Snow has its advantages and its disadvantages, both of which we discovered today.I woke up to a spectacular snow covered landscape – a great start to both the day and the week! James Shooter, our filmer for the week, introduced himself to us when we assembled in the morning. After a cooked breakfast (thanks to Sharon) we set off to the Upper Findhorn to try and find some golden eagles and potentially fishing eagles. However, we soon found our path was too dangerous with the ice on the roads and we had to retreat and come up with a plan B for the day. Duncan showed us Carrbridge, a picturesque village named after its old packhorse bridge, the oldest stone bridge in Scotland.
We then journeyed to Dalnahatnach in search for grouse and mountain hares. However, as soon as we set foot outside the minibus the heavens opened, and after a few minutes of sheltering under the tree we decided that continuing would be pointless. We raised our spirits with a snowball fight before continuing. On the way to Invereshie, our next destination, we saw a red squirrel crossing the road fleetingly. It was too quick for me to change to my zoom lens, but we got out of the van anyway and Duncan showed us its prints, which were interesting in themselves. As you can see from the attached picture, they contain two pairs of feet – the larger ones in front are in fact the hind feet, which are brought in front of and outside the front feet.
Then, in Invereshie, we searched for the elusive capercaillie. The weather held off slightly, but all the capercaillies were nowhere to be seen. The trip was, however, made worthwhile by the beautiful snowy landscape and my first (albeit distant) sighting of crested tits hopping about in the trees above.
We returned to the Steading for dinner with Iolo Williams, who we met on the way back. We immediately found that his true character was much the same as his television personality – enthusiastic, passionate about wildlife and with a great sense of humour.

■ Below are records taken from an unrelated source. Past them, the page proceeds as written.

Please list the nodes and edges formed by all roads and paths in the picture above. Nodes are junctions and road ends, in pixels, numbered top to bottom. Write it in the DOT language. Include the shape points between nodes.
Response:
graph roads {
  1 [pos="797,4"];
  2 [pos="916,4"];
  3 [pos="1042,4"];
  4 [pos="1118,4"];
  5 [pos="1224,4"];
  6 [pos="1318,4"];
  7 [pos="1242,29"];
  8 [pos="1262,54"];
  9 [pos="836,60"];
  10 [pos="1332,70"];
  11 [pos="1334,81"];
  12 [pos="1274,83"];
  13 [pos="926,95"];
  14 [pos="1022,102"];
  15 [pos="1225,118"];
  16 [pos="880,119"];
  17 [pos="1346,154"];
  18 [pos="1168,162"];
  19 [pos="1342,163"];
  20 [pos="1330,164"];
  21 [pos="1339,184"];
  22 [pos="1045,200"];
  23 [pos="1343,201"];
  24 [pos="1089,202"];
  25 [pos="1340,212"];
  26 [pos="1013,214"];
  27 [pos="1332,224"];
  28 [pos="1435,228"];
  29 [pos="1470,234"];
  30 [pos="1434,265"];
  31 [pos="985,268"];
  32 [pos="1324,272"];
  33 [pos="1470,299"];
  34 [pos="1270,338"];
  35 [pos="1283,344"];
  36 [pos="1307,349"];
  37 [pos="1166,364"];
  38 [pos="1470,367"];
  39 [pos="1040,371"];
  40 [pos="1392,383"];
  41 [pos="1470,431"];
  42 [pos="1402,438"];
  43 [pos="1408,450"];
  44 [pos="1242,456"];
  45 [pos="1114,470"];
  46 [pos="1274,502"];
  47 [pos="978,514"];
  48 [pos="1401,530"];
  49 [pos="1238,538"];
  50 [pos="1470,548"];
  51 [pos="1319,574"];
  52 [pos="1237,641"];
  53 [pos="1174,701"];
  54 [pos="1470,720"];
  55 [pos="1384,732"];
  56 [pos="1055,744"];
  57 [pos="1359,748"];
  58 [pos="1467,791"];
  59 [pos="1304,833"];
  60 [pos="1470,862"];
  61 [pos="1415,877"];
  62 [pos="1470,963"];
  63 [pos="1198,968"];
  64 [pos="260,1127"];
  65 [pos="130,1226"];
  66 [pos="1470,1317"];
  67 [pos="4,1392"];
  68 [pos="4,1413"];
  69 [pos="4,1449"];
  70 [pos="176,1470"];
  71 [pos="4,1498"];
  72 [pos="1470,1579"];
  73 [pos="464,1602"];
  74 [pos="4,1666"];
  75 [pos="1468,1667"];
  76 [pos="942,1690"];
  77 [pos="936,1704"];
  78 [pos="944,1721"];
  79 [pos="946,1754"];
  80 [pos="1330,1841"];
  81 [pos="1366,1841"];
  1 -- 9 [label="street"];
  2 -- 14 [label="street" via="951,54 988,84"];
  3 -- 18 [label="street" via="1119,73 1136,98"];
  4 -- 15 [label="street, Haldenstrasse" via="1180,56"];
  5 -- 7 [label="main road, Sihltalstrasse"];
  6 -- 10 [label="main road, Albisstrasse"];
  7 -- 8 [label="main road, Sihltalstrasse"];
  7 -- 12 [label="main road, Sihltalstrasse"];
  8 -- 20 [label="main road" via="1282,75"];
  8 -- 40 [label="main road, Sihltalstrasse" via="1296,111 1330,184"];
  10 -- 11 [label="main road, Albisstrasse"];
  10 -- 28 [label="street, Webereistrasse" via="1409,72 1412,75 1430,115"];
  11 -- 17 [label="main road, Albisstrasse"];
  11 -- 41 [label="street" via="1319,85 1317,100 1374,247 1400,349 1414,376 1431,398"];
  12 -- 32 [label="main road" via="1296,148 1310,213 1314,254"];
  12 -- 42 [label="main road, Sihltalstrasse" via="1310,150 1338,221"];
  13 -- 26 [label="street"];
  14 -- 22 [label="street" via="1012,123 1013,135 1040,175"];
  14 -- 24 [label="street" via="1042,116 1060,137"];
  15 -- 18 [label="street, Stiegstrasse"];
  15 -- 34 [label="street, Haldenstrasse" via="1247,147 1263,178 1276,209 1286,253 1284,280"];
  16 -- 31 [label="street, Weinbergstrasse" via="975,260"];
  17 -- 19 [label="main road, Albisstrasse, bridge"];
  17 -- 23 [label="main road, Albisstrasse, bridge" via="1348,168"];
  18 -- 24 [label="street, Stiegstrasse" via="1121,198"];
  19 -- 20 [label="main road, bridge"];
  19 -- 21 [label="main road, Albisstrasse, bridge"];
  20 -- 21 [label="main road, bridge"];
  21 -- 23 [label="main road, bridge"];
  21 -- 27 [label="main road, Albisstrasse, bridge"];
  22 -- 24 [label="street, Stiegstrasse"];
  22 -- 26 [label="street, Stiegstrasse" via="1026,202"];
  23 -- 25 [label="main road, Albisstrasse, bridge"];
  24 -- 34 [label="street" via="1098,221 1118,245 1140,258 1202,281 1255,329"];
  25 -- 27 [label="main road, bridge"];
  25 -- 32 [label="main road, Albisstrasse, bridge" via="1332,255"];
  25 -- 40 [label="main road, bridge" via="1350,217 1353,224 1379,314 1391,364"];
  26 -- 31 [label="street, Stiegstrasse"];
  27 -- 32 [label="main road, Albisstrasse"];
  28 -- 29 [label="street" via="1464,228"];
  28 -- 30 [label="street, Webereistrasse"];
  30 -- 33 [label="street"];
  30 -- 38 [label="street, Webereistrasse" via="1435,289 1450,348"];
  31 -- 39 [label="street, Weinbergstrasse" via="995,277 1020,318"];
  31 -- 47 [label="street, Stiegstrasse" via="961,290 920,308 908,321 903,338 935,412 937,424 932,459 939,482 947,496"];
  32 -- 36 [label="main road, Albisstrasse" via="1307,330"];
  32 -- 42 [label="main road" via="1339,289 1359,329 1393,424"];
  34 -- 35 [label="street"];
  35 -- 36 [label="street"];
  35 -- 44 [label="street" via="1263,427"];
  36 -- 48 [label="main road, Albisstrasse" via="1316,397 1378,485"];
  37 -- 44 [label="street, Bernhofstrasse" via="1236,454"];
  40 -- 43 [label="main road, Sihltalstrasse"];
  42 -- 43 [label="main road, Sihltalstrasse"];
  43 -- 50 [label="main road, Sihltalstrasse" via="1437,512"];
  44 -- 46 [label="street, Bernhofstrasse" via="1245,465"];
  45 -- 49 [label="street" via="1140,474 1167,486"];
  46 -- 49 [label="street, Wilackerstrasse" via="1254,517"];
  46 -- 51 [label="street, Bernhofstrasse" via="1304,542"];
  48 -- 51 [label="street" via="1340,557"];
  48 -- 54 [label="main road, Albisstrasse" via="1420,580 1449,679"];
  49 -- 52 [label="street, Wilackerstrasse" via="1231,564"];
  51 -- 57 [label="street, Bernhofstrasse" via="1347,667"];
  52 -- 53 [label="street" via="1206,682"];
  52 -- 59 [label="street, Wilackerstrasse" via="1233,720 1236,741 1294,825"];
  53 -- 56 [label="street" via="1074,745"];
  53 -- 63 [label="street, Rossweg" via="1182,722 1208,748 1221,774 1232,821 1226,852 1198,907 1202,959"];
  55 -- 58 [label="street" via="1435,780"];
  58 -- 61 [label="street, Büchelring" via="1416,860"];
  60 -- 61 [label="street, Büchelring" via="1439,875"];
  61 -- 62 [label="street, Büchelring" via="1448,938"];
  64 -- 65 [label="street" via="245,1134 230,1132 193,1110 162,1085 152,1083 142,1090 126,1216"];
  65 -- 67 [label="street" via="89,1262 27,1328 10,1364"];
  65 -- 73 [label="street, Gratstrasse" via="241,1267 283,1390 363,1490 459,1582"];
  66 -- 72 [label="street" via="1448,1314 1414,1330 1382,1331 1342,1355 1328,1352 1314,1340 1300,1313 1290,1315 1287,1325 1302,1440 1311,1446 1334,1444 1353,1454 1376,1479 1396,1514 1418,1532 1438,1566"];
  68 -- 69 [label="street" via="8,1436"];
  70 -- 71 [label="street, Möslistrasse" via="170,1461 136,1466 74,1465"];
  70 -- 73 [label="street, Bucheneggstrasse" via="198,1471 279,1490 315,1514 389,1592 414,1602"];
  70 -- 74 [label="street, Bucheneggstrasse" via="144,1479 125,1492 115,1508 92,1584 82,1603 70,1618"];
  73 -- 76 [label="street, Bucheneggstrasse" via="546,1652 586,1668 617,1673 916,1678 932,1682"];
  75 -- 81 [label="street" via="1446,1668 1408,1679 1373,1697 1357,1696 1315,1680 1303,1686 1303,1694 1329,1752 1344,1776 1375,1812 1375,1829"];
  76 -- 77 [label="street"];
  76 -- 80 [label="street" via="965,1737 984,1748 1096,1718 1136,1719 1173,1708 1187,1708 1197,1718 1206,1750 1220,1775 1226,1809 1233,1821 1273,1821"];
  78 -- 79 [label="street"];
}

He, as well as James Shooter, joined us for our trip to the pine marten hide in Cairn Valley afterwards. Unfortunately the evening was fruitless apart from a few wood mice, but the experience was still a good one thanks to Duncan and Iolo’s company and their entertaining anecdotes. Iolo took the opportunity to answer a few of my questions, and advise me about getting into television. James Shooter also answered some questions on the return journey as to how he had come to be such a successful photographer – he said he had only been doing photography for three years, which is pretty amazing considering the quantity and quality of pictures he has taken!